_To do_
Copy every line of the data that includes the string "function".

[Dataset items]
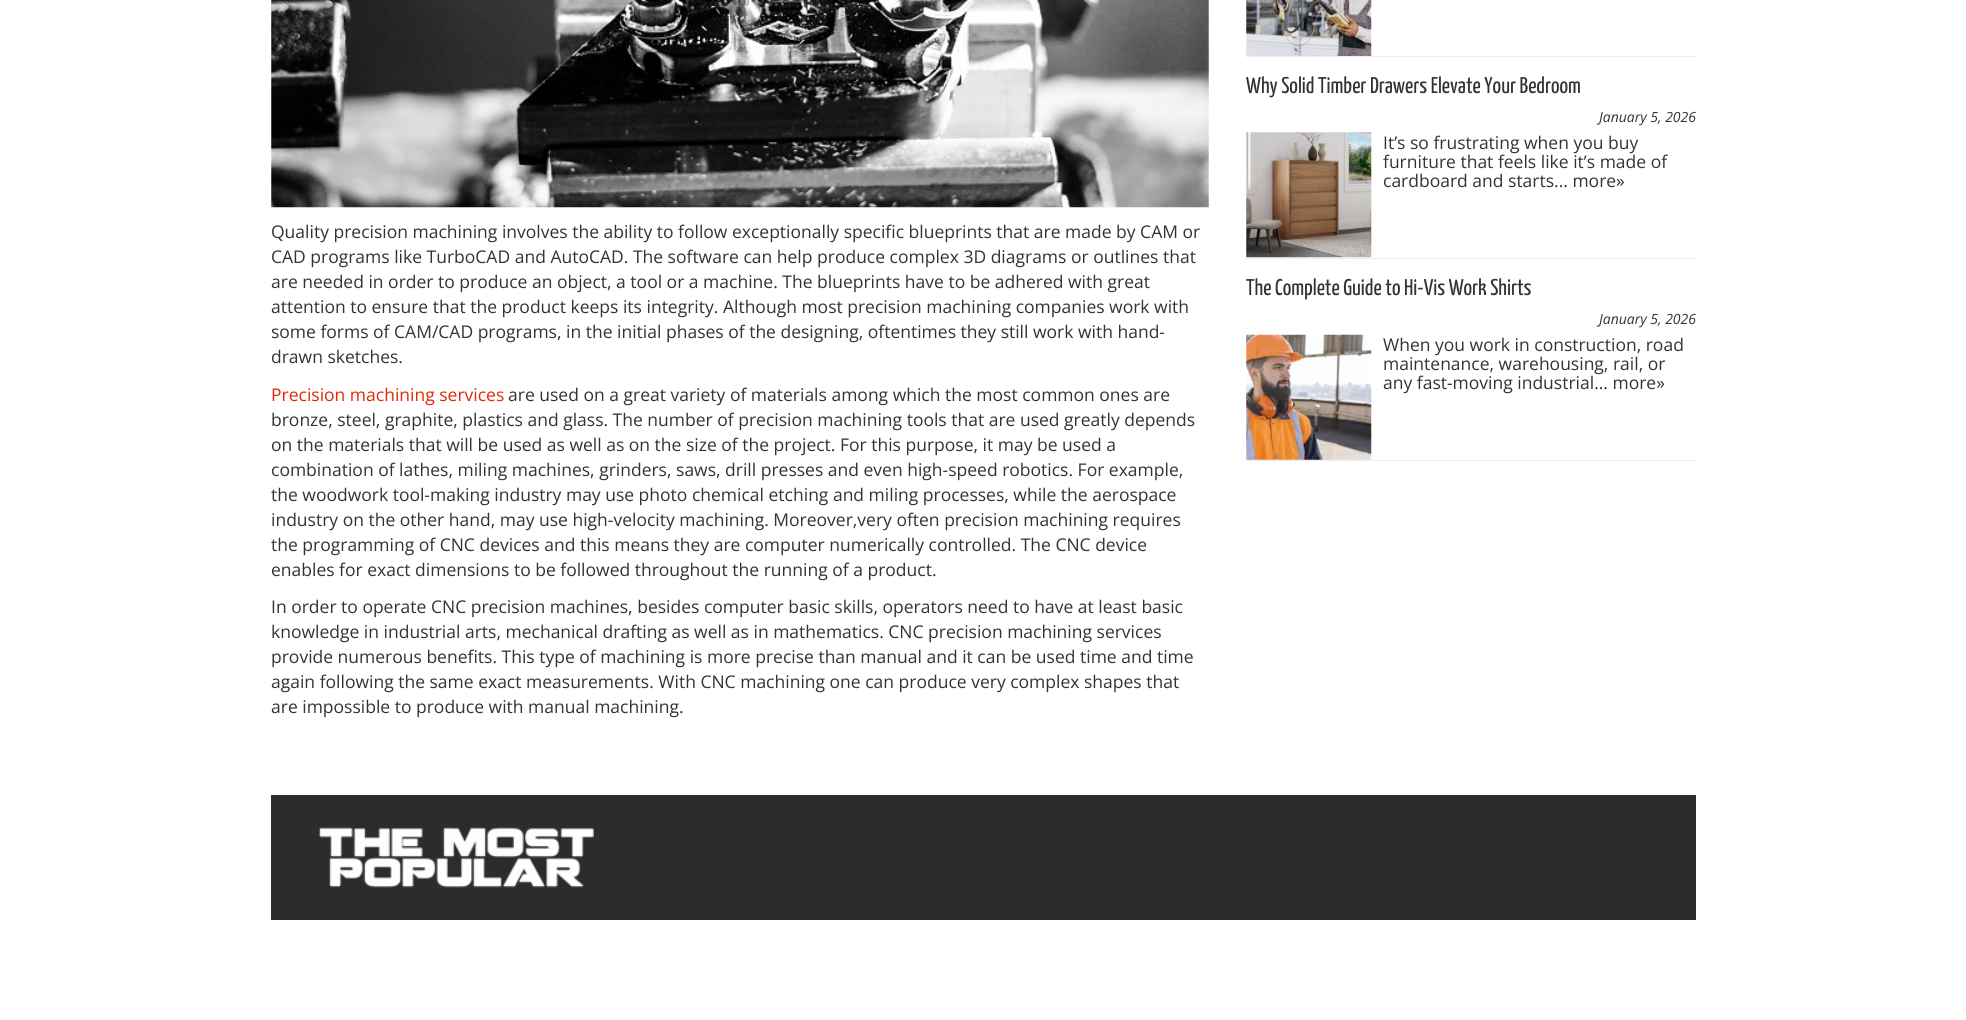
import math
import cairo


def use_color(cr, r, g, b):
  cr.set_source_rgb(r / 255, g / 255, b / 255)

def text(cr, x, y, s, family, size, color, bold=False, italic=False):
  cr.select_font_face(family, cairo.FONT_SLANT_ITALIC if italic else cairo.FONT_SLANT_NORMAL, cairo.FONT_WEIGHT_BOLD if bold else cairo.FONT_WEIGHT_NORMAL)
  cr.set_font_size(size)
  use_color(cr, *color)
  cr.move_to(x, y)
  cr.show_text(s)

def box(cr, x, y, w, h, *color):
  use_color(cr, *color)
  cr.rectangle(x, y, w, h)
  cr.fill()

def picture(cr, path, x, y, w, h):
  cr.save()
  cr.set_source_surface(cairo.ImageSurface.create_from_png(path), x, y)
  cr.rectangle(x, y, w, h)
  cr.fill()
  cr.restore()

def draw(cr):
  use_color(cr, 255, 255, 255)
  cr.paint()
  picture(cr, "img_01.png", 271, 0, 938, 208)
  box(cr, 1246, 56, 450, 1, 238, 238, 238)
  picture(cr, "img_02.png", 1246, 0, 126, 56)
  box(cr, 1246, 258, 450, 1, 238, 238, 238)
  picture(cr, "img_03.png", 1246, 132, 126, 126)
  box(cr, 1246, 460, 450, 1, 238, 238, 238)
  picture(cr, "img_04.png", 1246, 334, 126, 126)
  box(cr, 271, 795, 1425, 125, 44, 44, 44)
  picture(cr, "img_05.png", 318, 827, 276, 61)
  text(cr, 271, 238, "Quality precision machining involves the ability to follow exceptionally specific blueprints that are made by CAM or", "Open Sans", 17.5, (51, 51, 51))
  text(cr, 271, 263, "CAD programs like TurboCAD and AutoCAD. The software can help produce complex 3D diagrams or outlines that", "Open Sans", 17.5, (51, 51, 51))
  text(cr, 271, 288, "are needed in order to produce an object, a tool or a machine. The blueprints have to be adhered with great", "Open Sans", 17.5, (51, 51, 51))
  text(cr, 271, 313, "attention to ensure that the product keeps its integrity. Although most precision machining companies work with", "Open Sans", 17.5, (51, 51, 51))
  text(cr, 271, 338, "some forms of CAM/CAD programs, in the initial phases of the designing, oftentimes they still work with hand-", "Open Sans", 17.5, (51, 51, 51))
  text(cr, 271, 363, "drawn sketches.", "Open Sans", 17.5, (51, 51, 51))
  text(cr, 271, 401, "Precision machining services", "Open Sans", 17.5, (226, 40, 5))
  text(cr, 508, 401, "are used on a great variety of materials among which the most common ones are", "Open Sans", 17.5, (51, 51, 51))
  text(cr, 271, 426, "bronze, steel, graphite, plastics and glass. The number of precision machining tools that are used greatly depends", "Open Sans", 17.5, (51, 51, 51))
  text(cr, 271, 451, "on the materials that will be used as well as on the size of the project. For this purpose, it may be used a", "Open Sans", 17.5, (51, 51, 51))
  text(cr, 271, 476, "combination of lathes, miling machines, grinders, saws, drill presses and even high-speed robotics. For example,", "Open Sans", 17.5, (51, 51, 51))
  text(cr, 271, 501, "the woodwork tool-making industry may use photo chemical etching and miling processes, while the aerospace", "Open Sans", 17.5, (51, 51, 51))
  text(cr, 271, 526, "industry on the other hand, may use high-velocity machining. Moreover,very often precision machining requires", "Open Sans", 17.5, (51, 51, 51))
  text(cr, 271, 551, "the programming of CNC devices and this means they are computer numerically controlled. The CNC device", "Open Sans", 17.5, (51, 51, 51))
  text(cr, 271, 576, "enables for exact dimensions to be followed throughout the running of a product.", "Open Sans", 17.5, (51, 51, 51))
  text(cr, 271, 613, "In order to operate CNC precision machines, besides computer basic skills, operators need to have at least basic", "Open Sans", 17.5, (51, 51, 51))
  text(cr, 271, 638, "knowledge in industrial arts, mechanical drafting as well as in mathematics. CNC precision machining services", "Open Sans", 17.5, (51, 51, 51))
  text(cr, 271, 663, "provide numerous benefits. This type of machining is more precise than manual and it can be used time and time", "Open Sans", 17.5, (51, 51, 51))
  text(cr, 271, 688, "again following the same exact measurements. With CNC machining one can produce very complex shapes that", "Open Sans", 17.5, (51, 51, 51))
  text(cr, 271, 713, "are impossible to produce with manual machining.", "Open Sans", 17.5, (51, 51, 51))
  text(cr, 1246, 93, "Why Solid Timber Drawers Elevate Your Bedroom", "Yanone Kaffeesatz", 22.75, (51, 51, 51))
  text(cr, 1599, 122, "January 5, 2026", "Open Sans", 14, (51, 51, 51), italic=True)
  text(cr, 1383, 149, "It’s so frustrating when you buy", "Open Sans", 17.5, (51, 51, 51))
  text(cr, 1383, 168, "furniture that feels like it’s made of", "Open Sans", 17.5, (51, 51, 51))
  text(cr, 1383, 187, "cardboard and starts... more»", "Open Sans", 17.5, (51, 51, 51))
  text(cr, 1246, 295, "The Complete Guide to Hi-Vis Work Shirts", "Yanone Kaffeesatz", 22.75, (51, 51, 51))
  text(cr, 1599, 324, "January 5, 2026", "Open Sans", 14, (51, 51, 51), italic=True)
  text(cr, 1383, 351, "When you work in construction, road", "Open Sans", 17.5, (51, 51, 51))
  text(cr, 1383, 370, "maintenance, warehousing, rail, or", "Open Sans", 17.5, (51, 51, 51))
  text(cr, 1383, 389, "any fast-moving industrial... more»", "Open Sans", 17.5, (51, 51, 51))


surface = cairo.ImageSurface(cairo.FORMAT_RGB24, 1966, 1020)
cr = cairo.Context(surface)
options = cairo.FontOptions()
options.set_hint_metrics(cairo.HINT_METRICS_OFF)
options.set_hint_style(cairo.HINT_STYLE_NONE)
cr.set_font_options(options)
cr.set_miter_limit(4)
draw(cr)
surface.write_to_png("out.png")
--
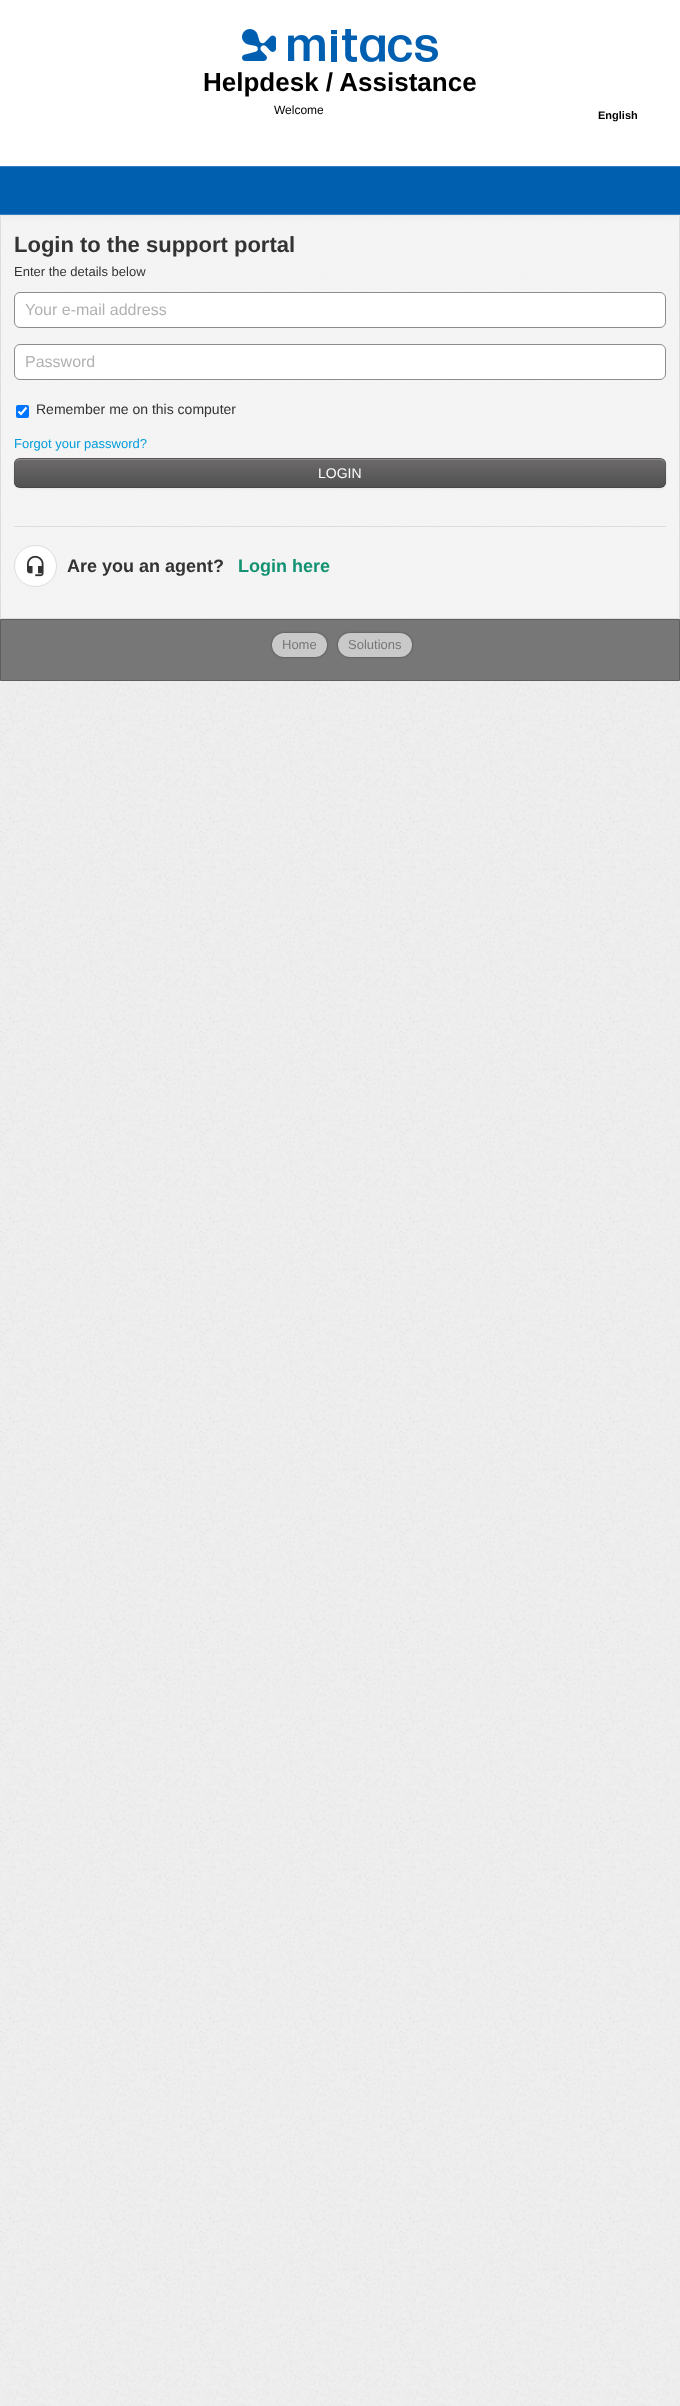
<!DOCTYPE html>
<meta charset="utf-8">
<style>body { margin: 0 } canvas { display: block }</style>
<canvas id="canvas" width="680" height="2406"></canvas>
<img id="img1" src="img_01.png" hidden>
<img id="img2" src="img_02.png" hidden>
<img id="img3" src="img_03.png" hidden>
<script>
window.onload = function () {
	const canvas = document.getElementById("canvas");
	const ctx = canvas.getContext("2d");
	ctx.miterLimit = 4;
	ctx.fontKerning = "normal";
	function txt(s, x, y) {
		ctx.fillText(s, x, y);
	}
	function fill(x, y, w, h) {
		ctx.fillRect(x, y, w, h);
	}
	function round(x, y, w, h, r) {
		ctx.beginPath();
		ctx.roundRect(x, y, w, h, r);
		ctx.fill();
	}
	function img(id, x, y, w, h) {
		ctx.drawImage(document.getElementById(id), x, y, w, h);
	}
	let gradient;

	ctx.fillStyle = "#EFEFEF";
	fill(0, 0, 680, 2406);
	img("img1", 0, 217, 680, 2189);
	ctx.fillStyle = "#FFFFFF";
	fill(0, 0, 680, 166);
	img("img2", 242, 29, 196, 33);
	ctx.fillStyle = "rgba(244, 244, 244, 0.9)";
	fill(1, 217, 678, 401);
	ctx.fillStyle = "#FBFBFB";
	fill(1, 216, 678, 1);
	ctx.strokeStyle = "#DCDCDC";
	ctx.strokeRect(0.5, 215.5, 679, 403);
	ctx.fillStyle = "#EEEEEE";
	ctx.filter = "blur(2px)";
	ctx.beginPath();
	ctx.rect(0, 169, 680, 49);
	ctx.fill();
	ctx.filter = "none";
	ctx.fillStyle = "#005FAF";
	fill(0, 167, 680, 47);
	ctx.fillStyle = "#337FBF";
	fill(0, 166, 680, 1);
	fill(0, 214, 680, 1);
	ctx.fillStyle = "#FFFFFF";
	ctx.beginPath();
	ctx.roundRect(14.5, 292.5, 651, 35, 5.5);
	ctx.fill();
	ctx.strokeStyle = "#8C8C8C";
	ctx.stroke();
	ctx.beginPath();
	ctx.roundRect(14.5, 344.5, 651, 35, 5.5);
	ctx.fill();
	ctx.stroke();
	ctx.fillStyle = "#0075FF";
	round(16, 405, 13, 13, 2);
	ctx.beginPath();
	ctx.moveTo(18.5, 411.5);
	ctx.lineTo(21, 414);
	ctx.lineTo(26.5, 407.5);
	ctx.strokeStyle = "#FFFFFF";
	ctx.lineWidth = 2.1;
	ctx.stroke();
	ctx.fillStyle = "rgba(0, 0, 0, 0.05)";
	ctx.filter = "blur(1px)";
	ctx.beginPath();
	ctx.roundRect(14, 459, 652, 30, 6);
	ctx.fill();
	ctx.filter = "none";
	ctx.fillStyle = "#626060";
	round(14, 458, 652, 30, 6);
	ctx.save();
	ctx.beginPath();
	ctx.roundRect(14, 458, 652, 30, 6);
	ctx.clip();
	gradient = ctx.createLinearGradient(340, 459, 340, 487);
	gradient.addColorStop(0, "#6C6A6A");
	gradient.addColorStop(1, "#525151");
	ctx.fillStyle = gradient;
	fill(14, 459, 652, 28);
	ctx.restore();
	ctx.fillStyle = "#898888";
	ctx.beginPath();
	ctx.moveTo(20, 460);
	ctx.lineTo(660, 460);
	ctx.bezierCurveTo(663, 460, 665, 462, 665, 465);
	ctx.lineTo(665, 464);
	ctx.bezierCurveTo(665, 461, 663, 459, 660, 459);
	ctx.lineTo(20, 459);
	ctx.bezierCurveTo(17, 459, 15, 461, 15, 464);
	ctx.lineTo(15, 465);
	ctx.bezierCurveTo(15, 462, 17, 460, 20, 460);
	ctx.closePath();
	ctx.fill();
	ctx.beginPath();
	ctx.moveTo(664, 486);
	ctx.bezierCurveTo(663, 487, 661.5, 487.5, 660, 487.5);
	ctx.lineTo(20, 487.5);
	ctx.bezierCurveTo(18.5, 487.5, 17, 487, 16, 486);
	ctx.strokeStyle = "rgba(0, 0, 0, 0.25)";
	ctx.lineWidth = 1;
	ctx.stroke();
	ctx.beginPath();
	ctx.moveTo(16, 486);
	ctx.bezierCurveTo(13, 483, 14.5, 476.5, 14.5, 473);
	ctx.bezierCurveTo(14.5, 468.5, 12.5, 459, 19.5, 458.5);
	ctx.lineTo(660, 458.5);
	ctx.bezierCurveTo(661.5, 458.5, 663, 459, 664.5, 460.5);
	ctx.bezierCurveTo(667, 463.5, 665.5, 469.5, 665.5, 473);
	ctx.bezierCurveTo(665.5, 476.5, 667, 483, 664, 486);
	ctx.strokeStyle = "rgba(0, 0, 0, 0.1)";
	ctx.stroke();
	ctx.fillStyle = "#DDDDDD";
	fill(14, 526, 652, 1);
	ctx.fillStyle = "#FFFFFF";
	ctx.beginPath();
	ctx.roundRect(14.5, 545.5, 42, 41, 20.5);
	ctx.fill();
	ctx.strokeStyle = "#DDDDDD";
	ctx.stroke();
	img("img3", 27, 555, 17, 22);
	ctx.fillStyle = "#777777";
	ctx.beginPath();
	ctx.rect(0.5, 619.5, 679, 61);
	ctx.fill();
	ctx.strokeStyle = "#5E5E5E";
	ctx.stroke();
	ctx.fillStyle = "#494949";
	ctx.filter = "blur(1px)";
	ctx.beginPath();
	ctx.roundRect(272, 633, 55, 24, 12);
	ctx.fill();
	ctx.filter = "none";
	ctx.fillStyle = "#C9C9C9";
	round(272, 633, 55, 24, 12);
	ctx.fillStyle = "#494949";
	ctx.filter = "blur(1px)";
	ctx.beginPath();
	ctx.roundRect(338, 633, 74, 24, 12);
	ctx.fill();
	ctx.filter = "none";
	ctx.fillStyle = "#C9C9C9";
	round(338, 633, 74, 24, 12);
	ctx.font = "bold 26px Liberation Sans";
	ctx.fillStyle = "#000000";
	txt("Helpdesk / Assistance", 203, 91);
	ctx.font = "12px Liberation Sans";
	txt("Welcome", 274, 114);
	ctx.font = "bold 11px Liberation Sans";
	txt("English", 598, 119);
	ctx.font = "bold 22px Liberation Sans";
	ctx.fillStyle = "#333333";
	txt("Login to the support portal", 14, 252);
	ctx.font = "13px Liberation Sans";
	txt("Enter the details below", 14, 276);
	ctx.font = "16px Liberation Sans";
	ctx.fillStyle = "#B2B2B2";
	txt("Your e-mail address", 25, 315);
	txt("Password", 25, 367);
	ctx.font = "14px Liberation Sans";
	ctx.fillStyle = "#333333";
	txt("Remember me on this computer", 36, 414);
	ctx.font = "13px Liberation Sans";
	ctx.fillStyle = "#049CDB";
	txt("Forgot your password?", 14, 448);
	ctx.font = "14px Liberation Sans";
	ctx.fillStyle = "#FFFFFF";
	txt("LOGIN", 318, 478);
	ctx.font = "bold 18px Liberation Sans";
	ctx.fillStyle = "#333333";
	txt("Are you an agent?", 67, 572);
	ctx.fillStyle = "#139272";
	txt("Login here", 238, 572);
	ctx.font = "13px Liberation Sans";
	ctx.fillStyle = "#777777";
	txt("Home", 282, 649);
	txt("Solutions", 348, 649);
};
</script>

_Response to the exercise_
window.onload = function () {
	function txt(s, x, y) {
	function fill(x, y, w, h) {
	function round(x, y, w, h, r) {
	function img(id, x, y, w, h) {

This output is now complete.